You may find that some products on the market today cover a combination of these technical and functional requirements.  My experience has been those software vendors that focus primarily on their strength in its most critical component, such as effective and reliable management of statutory rules and deadlines, are the best bet.  Often the add-on components packaged with those products fall short.  Investment in the following key IT systems and personnel can well position an IP practice area to improve both internal and external client service:

  • Robust docket system with built in or carefully managed USPTO and foreign statutory docket rules:  Reliable and appropriate due date and activity tracking provides countless opportunities for setting up workflows (automated or not) and checklists triggered by due dates.

  • Robust document management system:  The key to successfully managing your client records and work product depends on a few things:

    • Compliance is critical!  If everyone does not maintain their documents in the centralized system in a consistent manner, it greatly diminishes the value and reliability of the system.

    • Timekeepers and staff need to be able to find their documents quickly.  Indexing and search engines need to be optimized and the user interface needs to be intuitive.

    • The classification process must fit into the users’ normal workflows.  You often have an  optimal opportunity within any given workflow to classify a document.   If you can identify that opportunity and make the process as painless and automated as possible, your chances of achieving high compliance improve.

  • The system must have some automated methods available for bulk management of content and documents at the client, matter and country levels.  Large portfolio intakes and departures are labor intensive processes.

  • Robust time management systems:  The financial system must be able to manage the granular and hierarchical matter numbering methods used in IP.  Time entry forms need to be streamlined.  Lookup and search tools need to be fast and easy to use.  Clients can be demanding and specific about the way bills are grouped and displayed, especially when e-billing is required by the client.  Billing systems need to be e-billing friendly and allow you to manage and map your hundreds of activity codes to the clients’ specifications and enforce e-billing requirements which allows them to pay your bills on time. 

  • Document assembly/portfolio data management:  There are packaged products on the market specifically designed to assemble USPTO and other formal papers and forms.  In order to populate these forms automatically, portfolio and bibliographic information must be stored in a database to pull from.  One day the US Patent Office may offer an API so that we can use our own data to populate online forms and save lots of time and resources.   The current document assembly applications typically have a database on the back end that must be well maintained.  Investment in time and resources to establish best practices for managing the data and keeping it up to date will pay off in real savings in dollars and labor.  Forms can be prepared in seconds and you will have some rich data that can be used for portfolio reporting.

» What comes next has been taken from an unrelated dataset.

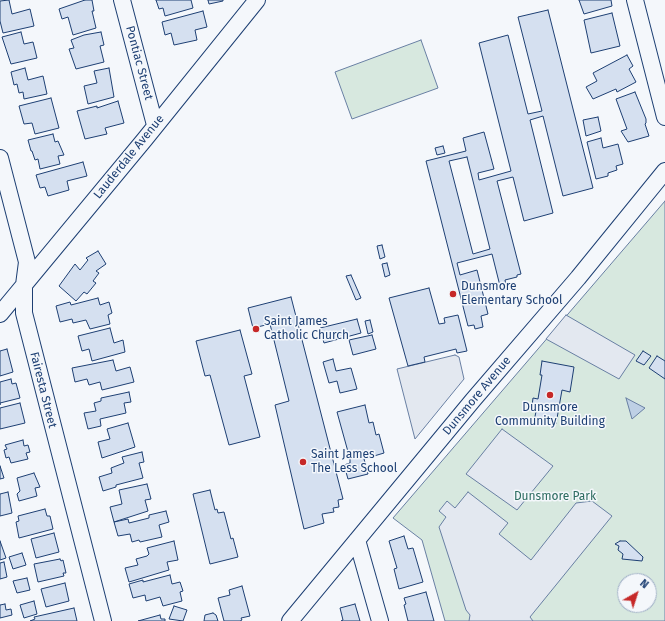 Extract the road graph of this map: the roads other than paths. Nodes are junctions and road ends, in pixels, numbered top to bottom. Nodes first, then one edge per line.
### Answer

  • Miscellaneous technology:   There are specific tools designed especially for engineers and scientists that are critical and specific to their specialty discipline (biotechnology, electrical, chemical, mechanical, etc.)  They can include chemical and genetic structure imaging, sophisticated analytical tools or applications like MS Visio.  For me, if someone can justify a new application purchase in terms of productivity gain or quality of client service it is pretty hard to say no.

  • At my firm, bridging functional and technical gaps through custom development has been a game changer to more fully leverage the investments in our primarily best-of-breed portfolio of applications. 

  • A key success factor for IP technology management internally is working with both technical and real users that have an expert understanding of the nuances of IP process and procedure.  Thinking outside the box and working with creative end users and attorneys can make IP practice technology management challenging while offering plenty of opportunities for innovation.